After you get used to photography and your camera, you get the feeling of how it tends to expose in certain circumstances. You always have in your mind to expose to the middle(neutral) or just slightly to the right on a histogram. My A7s had about 15 ev's of dynamic range. I almost could shoot with abandon and rely on the camera to capture it. This canon is only about 11 or so. I clipped a lot of highlights and shadows to start, but eventually got a hold of it, more or less(some of those images are constrained because I could no longer push or pull the exposure any more). I also found out last weekend you want to shoot manually in challenging circumstances. The auto mode tended to under expose(which is what ya want it to do anyways for safety), whereas I would manually set it to expose on the nose. I wasn't surprised, but I had to do it to see where the camera stood for future reference. Most cameras have an option of displaying a histogram. I will bring it up if I feel the exposure was challenging, look it over, and retake the photo. That's happened in the pic I took of the pub. I couldn't get the shadows or highlights to stop clipping without busting out the flash and using the high sync, and the signs were so flat no light was coming off of it without using the flash. I then dialed back the flash exposed parts in the computer to fit the overall exposure. It was really early in the morning, tho, and I think I went a bit far with the processing. But it will look good in the slide shows I do. I can always go back and bring up the raw file and redo it.

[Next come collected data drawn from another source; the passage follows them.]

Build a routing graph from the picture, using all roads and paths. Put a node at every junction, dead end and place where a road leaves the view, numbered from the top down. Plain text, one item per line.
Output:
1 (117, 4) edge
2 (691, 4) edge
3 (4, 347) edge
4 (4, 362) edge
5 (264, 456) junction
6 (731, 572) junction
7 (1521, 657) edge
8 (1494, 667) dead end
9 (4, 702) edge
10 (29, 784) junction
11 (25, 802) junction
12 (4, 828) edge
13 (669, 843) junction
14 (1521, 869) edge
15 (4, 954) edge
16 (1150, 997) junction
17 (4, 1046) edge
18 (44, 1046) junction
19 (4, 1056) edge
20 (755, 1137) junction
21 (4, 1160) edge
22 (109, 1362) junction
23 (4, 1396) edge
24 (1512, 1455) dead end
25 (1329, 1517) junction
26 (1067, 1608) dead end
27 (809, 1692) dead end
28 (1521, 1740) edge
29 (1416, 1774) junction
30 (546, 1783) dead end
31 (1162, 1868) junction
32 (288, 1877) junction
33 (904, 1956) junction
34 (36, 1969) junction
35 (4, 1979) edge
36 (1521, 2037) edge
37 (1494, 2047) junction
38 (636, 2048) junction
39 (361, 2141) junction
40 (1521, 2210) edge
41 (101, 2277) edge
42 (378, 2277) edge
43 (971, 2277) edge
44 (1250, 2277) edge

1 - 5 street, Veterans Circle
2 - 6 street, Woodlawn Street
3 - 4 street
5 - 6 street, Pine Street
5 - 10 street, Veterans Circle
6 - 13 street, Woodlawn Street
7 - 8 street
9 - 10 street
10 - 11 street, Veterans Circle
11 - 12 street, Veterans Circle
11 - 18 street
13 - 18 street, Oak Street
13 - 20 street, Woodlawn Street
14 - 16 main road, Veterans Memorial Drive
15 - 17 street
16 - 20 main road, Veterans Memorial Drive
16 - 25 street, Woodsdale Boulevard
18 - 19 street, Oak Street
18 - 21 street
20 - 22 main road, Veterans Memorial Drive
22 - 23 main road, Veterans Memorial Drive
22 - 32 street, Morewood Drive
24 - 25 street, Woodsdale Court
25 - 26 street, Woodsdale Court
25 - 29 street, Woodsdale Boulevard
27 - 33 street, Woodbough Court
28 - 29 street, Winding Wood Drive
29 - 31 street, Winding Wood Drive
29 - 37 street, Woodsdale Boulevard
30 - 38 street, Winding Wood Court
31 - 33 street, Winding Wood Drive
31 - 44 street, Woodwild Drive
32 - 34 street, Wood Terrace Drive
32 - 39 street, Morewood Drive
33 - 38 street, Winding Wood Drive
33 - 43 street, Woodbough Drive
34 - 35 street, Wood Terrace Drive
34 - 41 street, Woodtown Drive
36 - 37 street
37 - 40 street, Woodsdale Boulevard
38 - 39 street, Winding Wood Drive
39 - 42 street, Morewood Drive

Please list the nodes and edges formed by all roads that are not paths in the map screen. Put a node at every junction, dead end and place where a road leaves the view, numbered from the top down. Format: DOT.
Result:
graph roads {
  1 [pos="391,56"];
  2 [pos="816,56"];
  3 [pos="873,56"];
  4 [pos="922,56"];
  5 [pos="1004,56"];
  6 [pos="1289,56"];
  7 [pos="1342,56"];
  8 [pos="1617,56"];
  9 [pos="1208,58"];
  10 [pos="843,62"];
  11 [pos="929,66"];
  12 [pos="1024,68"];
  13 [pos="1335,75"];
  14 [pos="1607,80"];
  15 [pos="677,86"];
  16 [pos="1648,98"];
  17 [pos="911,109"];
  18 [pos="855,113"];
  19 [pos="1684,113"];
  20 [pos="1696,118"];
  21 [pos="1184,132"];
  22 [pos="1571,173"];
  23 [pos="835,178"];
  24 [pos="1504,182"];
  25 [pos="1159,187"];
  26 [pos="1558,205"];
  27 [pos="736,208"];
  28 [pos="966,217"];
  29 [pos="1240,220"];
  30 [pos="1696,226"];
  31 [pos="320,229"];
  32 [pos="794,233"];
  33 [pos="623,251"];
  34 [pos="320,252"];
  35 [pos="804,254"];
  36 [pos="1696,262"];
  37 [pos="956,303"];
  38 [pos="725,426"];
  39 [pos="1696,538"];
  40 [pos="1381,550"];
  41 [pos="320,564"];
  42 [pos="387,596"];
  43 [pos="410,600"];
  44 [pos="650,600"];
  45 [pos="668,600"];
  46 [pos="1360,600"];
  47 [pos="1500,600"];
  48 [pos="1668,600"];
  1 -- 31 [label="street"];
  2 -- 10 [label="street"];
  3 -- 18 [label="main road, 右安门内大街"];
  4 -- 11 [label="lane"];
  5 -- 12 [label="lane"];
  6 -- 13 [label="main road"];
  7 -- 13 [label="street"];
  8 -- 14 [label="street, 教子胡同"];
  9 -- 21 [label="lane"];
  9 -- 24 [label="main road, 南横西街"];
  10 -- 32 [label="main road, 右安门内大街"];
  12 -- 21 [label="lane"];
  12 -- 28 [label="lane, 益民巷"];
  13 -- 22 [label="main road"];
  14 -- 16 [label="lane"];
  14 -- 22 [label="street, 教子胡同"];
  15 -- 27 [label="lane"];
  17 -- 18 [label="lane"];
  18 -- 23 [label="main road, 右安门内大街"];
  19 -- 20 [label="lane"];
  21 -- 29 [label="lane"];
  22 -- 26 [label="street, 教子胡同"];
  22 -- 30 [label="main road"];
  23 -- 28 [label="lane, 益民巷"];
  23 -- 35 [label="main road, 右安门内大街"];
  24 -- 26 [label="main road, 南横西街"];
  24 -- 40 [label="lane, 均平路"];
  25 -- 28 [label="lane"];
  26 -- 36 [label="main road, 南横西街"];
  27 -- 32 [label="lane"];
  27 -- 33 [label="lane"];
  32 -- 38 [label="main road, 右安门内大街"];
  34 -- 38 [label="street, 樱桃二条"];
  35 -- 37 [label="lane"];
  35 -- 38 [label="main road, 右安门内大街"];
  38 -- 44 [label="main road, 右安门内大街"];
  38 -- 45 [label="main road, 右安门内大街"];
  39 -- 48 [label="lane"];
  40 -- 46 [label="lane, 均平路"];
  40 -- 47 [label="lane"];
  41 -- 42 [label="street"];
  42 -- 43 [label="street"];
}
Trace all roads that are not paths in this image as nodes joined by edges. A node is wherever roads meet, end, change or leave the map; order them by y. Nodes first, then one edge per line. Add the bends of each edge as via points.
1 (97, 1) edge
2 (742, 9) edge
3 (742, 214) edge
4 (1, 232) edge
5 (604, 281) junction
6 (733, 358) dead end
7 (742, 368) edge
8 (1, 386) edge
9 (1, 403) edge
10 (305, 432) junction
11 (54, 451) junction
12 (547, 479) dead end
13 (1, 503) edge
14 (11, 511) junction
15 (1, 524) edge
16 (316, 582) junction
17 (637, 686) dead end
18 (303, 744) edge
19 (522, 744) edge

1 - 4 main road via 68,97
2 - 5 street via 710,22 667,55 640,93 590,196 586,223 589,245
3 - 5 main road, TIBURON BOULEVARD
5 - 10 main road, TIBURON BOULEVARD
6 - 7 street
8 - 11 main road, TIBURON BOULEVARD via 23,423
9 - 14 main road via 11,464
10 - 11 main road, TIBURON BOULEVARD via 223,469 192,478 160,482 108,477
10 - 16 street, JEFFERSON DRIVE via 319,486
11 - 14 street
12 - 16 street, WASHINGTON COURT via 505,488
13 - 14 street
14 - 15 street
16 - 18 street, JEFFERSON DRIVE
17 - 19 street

I tend to go a bit over boards with city scapes, and then be more conservative with nature photography. Well, unless I want the city to look as dingy or dirty as I think it should look, and occasionally tint it towards green(sort of a universal city coloring nowadays - made popular by the cinematography in the Matrix and one of the versions of Blade Runner). I'll also tend not sharpen it as much when going for that look. In one of the previous images, I used a spot removal tool to remove litter for a clean look(the lawn in a few of the sunset images comes to mind). In others, I leave it in for effect.
Here's some cityscapes with the M3 I left to look more industrial:
^ a good example of running out of dynamic range. On the Sony A7s you would have been able to bring back the window sticker clearly.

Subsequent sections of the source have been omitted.